4. Boley’s modification of Soave’s procedure : It is basically employed for total colonic agangliosis. Study of two serieses of FAP, treated with this procedure highlights its advantages over previously prescribed procedures.[3],[9] Rectal continence is maintained in this procedure. But the complications include anastomotic leak, enterocutaneous fistula, resultant pelvic abscesses; which may demand for permanent ileostomy.[3] This procedure also requires temporary ileostomy.

5. Soave’s procedure : As employed in the presented case; ileoanal anastomosis by bringing the terminal ileum through the muscular rectal tube which is done in Soave’s procedure was not performed. In stead; the distal ileum was brought down through the anorectal sleeve, kept projected out and fibrosis was allowed to take place between the anorectum and distal ileum. After 2 months, the redundant ileum was excised flush to the anal verge. This procedure maintains rectal continence. It is devoid of anastomosis and temporary ileostomy is not required. Thus this procedure is free from complications which occur by other described methods.

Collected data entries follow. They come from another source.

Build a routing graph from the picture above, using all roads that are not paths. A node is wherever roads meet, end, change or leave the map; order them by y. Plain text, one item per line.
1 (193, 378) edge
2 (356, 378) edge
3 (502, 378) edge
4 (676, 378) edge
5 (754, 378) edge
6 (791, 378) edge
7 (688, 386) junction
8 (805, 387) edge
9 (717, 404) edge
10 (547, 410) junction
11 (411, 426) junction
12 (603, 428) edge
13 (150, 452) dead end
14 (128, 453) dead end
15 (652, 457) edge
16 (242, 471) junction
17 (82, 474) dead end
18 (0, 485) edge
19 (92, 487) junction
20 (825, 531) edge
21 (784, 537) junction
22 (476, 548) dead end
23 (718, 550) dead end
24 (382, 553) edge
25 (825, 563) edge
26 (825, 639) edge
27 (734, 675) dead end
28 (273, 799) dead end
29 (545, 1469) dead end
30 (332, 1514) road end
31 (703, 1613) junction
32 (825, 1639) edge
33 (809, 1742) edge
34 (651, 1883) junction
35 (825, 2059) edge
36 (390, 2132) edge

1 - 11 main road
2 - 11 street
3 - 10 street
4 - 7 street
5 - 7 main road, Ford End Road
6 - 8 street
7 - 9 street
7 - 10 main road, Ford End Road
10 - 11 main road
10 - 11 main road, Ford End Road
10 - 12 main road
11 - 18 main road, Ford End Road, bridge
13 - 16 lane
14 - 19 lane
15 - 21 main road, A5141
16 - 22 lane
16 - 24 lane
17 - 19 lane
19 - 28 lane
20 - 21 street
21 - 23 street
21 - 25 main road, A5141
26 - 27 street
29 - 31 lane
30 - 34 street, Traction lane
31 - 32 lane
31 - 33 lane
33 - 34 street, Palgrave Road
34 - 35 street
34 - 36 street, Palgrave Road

Our patient recovered smoothly. She is fully continent and passes 4-5 stools per day. She is not on any bulking or antimotility agents. She has gained 3 kg of weight in 5 months. Subtle changes in dietary intake and lifestyle may be partly responsible for the improvement. Our procedure can be employed in the patients of any age group and in other conditions like total colonic ulcerative proctocolitis.


REFERENCES
  1. Nishisho I, Nakamura Y, Miki Y, Ando H, Horii, et al. Mutations of chromosome 5q21 genes in FAP and colorectal cancer patients. Science 1991; 253 : 665-69.
  2. Iwama T, Mishima Y, Utsunomiya J. The impact of familial adenomatous polyposis on the tumorigenesis and mortality at the several organs. Its rational treatment. Ann Surg 1993; 217 : 101-8.
  3. Shilyansky J, Lelli JL, Drongwski RA, et al. Efficacy of the straight endorectal pull-through in the management of familial adenomatous polyposis : a 16-year experience. J Paed Surg 1997; 32 (8) : 1139-43.
  4. Spiegelman AD, Williams CB, Talbot IC, et al. Upper gastrointestinal cancer in patients with familial adenomatous polyposis. Lancet 1992; ii : 783-85.
  5. Lucio B, Presciuttini S, Paola S, et al. Causes of death and postsurgical survival in familial adenomatous polyposis : results from Italian registry. Seminars in Surgical Oncology. 1994; 10 : 225-34.
  6. Cohen Z, McLeod RS, Stephen W, et al. Continuing evolution of the pelvic pouch procedure. Ann Surg 1992; 216 : 506-11.
  7. Salemans JMJI, Nagengast FM. Clinical and physiological aspects of ileal pouch-anal anastomosis. Scand J Gastroenterol 1995; 30 Suppl 212 : 3-12.
  8. Boley SJ. New modification of the surgical treatment of Hirschsprung’s disease. Surgery 1964; 56 : 1015.
  9. Martin LW, Le Coultre C, Schubert WK. Total colectomy and mucosal proctectomy with preservation of continence in ulcerative colitis. Ann Surg 1977; 186 : 477-80.